[Mesa-dev] [PATCH] i965: Allow a per gen timebase scale factor
Robert Bragg
robert at sixbynine.org
Fri Oct 28 00:44:34 UTC 2016
typo fixed (thanks)
--- >8 ---
Prior to Skylake the Gen HW timestamps were driven by a 12.5MHz clock
with the convenient property of being able to scale by an integer (80)
to nanosecond units.
For Skylake the frequency is 12MHz or a scale factor of 83.333333
This updates gen_device_info to track a floating point timebase_scale
factor and makes corresponding _queryobj.c changes to no longer assume a
scale factor of 80 works across all gens.
Although the gen6_ code could have been been left alone, the changes
keep the code more comparable, and it now shares a few utility functions
for scaling raw timestamps and calculating deltas. The utility for
calculating deltas takes into account 32 or 36bit overflow depending on
the current kernel version.
Note: this leaves the timestamp handling of ARB_query_buffer_object
untouched, which continues to use an incorrect scale of 80 on Skylake
for now.

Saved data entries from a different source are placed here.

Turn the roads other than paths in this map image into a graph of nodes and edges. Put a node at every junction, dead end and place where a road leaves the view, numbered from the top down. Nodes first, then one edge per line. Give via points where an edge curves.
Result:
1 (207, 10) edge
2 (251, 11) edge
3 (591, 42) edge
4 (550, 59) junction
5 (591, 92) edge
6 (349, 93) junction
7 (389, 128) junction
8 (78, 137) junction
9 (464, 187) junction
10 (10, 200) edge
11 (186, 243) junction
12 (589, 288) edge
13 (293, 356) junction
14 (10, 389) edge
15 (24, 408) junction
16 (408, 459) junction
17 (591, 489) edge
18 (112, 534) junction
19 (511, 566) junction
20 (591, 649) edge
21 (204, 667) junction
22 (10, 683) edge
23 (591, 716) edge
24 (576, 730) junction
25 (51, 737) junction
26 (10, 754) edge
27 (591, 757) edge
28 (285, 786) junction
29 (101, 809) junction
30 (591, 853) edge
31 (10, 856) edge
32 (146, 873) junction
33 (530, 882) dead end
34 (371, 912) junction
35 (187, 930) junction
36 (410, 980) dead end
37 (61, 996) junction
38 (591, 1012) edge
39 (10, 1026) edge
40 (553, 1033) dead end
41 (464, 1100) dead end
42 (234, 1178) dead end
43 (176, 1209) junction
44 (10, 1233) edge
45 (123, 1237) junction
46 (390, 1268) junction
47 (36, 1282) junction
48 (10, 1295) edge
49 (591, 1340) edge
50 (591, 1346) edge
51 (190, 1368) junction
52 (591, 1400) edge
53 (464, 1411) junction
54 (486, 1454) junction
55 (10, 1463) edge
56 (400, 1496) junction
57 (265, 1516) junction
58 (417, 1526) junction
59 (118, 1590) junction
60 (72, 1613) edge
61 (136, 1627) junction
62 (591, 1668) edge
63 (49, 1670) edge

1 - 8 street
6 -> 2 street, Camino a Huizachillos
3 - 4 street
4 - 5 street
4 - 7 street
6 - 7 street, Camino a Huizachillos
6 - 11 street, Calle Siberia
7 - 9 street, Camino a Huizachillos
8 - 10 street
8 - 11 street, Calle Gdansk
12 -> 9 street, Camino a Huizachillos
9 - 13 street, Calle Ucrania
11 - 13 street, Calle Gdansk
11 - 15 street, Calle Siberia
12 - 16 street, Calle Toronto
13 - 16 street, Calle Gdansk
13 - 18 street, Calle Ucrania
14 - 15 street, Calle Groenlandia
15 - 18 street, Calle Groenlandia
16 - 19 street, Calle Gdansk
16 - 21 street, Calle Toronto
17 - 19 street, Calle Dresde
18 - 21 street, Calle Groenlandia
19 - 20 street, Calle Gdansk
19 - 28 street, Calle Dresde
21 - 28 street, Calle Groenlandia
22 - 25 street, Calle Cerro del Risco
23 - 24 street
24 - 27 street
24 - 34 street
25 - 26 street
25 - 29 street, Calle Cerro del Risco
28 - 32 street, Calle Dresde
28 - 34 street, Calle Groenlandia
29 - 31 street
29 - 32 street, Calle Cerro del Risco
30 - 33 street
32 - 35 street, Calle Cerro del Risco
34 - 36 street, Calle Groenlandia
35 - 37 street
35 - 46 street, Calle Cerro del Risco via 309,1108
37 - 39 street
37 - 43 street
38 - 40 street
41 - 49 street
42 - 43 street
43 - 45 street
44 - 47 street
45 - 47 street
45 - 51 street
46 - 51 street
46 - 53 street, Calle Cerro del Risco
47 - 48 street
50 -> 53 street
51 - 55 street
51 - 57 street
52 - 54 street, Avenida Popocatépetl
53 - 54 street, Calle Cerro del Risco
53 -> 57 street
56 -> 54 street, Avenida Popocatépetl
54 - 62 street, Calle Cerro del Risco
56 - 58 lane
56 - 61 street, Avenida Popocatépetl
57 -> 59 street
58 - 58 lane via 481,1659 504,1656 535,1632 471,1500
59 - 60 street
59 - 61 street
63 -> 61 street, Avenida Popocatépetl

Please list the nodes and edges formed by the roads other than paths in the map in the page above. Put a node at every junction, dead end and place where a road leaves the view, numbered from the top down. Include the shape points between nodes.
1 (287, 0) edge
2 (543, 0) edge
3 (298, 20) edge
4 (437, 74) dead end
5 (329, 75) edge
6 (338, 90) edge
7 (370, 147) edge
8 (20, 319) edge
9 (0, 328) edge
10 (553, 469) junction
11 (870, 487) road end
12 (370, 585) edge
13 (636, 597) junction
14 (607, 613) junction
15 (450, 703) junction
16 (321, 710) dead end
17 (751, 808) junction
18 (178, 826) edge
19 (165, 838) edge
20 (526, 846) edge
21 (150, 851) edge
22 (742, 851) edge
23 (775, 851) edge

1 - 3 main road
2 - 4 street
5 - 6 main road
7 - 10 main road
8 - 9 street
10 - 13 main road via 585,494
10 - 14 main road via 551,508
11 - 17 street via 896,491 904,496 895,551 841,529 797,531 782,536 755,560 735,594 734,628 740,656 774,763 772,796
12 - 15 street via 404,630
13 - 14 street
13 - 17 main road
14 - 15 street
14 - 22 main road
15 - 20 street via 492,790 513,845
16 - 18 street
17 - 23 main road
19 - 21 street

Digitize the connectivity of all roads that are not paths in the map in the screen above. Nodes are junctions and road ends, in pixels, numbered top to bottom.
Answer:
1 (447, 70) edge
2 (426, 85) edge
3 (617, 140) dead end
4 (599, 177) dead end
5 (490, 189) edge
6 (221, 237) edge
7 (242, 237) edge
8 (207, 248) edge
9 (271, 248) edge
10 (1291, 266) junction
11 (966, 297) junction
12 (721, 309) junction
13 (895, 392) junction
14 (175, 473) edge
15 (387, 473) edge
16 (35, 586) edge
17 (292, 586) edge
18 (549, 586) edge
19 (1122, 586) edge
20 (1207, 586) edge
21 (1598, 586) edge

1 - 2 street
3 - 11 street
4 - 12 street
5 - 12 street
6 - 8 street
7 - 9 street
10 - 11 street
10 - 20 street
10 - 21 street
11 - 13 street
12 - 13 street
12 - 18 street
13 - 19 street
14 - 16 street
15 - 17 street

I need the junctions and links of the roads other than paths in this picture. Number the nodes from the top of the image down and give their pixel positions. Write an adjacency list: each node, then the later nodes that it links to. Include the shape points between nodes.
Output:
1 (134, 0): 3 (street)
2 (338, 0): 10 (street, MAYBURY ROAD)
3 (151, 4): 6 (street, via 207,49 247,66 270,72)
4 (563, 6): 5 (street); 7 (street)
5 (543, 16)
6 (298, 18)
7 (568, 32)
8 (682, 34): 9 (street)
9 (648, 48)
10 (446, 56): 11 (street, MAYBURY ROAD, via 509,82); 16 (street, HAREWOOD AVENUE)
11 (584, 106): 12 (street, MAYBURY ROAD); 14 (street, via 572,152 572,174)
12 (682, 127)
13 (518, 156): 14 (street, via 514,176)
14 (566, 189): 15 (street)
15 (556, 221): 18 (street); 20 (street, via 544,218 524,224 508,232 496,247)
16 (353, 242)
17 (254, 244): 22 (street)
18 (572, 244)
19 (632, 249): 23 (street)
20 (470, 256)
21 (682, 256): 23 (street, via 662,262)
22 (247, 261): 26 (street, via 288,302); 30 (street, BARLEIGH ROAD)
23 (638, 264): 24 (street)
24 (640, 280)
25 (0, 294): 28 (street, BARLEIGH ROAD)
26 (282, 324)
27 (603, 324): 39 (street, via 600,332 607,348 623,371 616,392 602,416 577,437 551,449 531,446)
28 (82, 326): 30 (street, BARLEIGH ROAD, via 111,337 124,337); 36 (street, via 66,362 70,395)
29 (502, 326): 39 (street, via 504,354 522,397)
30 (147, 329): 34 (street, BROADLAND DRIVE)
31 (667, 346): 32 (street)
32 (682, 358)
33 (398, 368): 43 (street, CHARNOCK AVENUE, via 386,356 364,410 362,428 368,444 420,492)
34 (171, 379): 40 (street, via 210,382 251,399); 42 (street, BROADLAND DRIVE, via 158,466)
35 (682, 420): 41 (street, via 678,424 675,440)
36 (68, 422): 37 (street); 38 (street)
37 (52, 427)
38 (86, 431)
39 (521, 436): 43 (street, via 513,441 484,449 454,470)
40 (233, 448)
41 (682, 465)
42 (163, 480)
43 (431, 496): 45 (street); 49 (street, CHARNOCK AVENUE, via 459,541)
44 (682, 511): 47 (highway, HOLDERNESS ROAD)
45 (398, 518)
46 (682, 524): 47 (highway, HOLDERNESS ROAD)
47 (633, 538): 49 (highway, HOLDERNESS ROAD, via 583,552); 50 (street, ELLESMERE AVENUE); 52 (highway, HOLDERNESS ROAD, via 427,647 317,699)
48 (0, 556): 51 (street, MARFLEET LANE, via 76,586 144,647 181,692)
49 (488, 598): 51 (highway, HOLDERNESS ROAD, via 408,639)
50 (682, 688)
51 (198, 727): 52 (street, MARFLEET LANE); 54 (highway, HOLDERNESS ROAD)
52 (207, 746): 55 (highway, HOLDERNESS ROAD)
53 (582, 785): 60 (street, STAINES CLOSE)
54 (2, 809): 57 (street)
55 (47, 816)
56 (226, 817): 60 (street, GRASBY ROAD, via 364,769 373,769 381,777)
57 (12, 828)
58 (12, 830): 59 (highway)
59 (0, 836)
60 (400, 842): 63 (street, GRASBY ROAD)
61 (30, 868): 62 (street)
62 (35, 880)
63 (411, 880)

This is more awkward to solve since the scaling is currently
done using a very limited uint64 ALU available to the command parser
that doesn't support multiply or divide where it's already taking a
large number of instructions just to effectively multiple by 80.
This fixes piglit arb_timer_query-timestamp-get on Skylake
Signed-off-by: Robert Bragg <robert at sixbynine.org>
---
src/intel/common/gen_device_info.c | 21 +++++++++---
src/intel/common/gen_device_info.h | 24 ++++++++++++++
src/mesa/drivers/dri/i965/brw_context.c | 15 +++++++++
src/mesa/drivers/dri/i965/brw_context.h | 3 ++
src/mesa/drivers/dri/i965/brw_queryobj.c | 53 ++++++++++++++++++++++++++++---
src/mesa/drivers/dri/i965/gen6_queryobj.c | 28 +++++-----------
6 files changed, 115 insertions(+), 29 deletions(-)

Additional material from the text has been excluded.